Wherever the word "Left" appears in a line of the records, copy that line.
::: MATERIAL FOR THIS EXERCISE :::
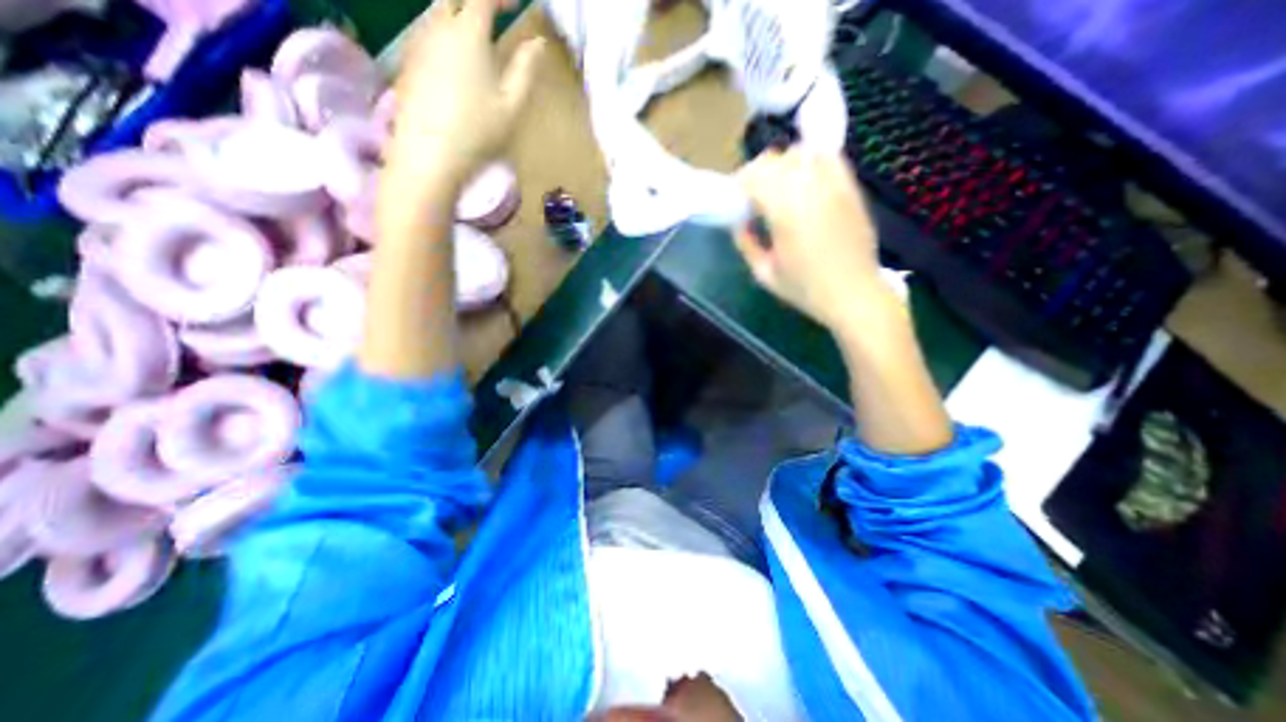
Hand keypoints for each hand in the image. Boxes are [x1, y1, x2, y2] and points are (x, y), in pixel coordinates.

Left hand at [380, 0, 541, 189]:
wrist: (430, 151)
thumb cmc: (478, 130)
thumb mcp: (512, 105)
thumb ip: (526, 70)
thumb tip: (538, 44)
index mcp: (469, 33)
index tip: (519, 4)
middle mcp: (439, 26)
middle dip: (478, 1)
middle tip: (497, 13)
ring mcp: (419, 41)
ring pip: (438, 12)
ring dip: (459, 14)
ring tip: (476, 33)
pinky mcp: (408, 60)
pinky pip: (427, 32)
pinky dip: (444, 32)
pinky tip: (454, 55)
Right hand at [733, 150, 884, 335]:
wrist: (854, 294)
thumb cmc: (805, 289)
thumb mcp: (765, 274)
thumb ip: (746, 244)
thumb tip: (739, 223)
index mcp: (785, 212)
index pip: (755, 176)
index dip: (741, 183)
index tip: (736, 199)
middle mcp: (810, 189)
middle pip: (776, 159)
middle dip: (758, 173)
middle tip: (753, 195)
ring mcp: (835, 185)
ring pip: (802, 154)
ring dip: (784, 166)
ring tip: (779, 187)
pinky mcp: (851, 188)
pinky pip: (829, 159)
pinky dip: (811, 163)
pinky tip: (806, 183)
:::
::: MATERIAL FOR THIS EXERCISE :::
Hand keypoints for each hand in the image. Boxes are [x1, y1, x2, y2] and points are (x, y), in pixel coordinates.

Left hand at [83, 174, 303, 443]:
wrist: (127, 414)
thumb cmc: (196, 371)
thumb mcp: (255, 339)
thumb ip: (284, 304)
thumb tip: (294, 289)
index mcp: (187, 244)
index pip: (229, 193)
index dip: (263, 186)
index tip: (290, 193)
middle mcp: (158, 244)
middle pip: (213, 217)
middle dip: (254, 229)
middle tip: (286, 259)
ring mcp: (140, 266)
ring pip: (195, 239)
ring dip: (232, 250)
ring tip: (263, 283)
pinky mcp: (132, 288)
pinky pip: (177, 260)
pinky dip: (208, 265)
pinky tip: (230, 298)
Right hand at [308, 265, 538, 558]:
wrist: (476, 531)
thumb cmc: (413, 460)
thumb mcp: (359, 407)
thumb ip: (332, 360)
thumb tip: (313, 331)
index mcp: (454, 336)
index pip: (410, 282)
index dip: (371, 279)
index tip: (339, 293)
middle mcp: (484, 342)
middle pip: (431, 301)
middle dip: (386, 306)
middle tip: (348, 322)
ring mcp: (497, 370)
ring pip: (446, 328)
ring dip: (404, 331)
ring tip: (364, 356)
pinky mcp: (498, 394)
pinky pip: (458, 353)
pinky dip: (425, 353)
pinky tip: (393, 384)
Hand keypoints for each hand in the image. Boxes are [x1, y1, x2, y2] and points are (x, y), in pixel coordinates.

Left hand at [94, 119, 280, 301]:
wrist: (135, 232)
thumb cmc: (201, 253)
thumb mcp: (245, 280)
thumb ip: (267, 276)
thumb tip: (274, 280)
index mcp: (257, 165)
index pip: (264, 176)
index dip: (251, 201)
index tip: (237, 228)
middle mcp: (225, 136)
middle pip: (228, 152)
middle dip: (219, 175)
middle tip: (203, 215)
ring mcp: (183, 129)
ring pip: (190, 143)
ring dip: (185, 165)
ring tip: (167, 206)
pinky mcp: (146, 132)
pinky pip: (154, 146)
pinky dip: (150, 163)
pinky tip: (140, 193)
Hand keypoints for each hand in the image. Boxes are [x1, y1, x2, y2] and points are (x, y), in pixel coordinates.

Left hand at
:::
SOLUTION TO THIS TASK.
Left hand at [380, 0, 541, 189]:
Left hand at [83, 174, 303, 443]:
Left hand at [94, 119, 280, 301]:
Left hand at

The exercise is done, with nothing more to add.